Farm worker Anthony Maseko (56) was born on Athole farm – as were his parents. Now, for the first time in his life, he lives in a brick house with electricity. And – also for the first time in his life – he does not live in fear of losing his job or being evicted.

It is not the only brick house being built in the agri-village on Athole farm, a 5 600 hectare spread of vegetable crops 10km outside the one-street Mpumalanga dorpie of Amsterdam.

Slowly but surely, the 60-odd farm workers and their families who live here are replacing their old mud houses with bricks and mortar homes. This is thanks to one farmer’s bold decision to set aside 10% of his land for labourers to use for farming.

Colin Forbes, who is also a physician, is mentoring workers in all aspects of farm management to help turn them into commercial farmers. This is often with help from the agricultural experts Forbes calls in.

The Athole farmers in training work on Forbes’ land on certain days and on their own for the remaining time.

Maseko, a tractor driver, is delighted with the material changes this arrangement has brought to his life.

“My children are very happy, particularly with having a TV. Now I think I will be able to pay for my daughter to study nursing next year, as I’ve been able to save money,” says the father of six.

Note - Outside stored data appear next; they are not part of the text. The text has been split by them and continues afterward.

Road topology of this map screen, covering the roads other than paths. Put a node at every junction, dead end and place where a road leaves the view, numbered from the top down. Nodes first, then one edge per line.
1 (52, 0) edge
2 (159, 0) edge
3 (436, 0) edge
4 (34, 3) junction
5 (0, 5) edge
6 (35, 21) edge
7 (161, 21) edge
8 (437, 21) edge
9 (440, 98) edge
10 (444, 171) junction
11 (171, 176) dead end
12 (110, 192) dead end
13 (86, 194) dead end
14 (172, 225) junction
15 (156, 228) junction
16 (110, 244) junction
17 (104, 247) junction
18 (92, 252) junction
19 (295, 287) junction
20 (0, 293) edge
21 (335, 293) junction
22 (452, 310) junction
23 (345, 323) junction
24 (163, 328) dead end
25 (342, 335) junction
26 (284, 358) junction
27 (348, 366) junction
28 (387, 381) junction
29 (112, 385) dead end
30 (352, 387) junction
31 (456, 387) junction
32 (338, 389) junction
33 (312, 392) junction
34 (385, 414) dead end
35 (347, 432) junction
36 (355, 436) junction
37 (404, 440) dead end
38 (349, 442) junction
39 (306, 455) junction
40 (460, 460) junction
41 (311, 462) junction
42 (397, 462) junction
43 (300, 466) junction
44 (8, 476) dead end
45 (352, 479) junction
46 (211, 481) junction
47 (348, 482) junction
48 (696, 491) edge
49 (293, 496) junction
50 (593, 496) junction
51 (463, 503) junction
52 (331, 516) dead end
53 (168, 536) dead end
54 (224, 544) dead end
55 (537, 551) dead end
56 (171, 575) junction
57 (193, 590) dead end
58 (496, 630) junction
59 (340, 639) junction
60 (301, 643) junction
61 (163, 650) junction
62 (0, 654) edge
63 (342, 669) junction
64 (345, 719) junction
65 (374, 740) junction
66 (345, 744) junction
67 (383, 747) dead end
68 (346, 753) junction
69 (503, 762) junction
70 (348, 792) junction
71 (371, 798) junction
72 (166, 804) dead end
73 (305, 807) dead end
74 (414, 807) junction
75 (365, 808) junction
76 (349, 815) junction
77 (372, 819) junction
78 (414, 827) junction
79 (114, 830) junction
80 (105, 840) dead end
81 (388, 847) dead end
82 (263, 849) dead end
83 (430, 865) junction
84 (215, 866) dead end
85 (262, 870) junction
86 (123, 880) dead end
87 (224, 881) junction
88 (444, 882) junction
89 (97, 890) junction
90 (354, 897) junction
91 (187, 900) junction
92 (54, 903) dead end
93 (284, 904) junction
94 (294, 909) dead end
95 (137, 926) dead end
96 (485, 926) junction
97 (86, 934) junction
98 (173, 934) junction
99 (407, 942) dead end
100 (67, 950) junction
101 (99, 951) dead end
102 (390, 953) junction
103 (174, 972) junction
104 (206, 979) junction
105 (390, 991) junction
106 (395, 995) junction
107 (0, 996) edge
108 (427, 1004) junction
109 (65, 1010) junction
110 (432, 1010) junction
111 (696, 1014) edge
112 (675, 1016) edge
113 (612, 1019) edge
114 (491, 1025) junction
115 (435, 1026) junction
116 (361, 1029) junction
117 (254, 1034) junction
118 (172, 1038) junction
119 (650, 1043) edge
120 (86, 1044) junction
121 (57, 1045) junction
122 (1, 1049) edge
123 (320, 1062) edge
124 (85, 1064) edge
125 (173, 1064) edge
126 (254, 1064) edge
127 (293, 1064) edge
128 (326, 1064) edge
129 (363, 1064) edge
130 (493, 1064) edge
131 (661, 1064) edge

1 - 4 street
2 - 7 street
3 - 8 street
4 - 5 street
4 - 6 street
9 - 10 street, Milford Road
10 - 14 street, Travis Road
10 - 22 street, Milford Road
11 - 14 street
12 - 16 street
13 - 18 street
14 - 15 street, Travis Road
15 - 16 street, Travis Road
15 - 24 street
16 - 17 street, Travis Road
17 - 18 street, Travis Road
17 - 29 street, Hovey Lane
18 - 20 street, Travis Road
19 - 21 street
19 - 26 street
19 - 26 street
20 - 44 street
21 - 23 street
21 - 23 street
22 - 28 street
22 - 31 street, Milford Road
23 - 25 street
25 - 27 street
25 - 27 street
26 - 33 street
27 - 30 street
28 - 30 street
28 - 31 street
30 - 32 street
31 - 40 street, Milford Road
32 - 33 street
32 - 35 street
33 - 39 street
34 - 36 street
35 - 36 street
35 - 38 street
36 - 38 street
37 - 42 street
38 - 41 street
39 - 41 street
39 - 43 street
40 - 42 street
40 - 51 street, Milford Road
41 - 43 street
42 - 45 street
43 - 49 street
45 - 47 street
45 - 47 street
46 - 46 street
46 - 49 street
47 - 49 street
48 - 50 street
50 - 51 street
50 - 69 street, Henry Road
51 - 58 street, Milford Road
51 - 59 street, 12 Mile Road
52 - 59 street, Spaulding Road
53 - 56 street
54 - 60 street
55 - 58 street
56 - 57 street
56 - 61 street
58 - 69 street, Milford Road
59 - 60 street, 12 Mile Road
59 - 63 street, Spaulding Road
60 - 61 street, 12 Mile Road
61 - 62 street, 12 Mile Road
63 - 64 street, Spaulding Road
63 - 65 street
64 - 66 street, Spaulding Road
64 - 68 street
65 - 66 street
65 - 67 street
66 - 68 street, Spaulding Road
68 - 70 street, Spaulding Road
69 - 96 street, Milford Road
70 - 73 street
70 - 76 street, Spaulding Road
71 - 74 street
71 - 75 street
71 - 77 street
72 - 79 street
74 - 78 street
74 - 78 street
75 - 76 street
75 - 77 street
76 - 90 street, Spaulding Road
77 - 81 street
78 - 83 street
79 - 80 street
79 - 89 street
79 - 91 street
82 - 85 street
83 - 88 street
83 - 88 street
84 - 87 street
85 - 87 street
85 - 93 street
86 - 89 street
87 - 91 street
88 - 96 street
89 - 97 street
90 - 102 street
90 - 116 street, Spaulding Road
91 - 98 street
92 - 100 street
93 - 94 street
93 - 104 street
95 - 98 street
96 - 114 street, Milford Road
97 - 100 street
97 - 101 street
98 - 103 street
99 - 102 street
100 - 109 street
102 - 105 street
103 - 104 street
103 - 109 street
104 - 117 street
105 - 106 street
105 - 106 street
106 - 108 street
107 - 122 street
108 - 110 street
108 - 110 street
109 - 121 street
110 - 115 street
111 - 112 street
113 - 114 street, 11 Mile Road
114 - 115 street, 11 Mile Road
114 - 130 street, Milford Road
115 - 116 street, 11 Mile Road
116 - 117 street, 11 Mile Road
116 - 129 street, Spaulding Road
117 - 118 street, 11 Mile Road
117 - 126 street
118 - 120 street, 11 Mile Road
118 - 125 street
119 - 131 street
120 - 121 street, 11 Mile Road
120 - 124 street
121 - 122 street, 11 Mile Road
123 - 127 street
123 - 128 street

Since the handover in 2011, Forbes’ workers have each earned about R8 000 in profits at the end of each harvest. This has been a welcome boost in a sector where the minimum wage is R2 400 a month.

Athole farm has passed down through generations of the Forbes family since the then Republic of Transvaal offered it to Forbes’ great-grandfather as payment for his work as a guide on a railway-construction project in the 1850s.

Forbes says he realised his continued success depended on his workers’ success. He hopes government will one day pay for the 10% of land that he has set aside. In the meantime, he continues to provide collateral for loans and initially pays for the seeds, fertilizer, pesticides and diesel his workers need. They repay him from their profits.

Forbes believes that the initiative should stand as a blueprint for land reform and that farmers should be compelled to transfer a portion of their land and pass on commercial farming skills to workers to help reverse the country’s skewed land-ownership legacy.

Obviously Forbes prefers this to having his land expropriated or being forced to give half of his land to workers under the so-called 50-50 system proposed by Gugile Nkwinti, the minister of rural development and land reform, in June last year.

“It’s way over the top, but giving nothing is way too little.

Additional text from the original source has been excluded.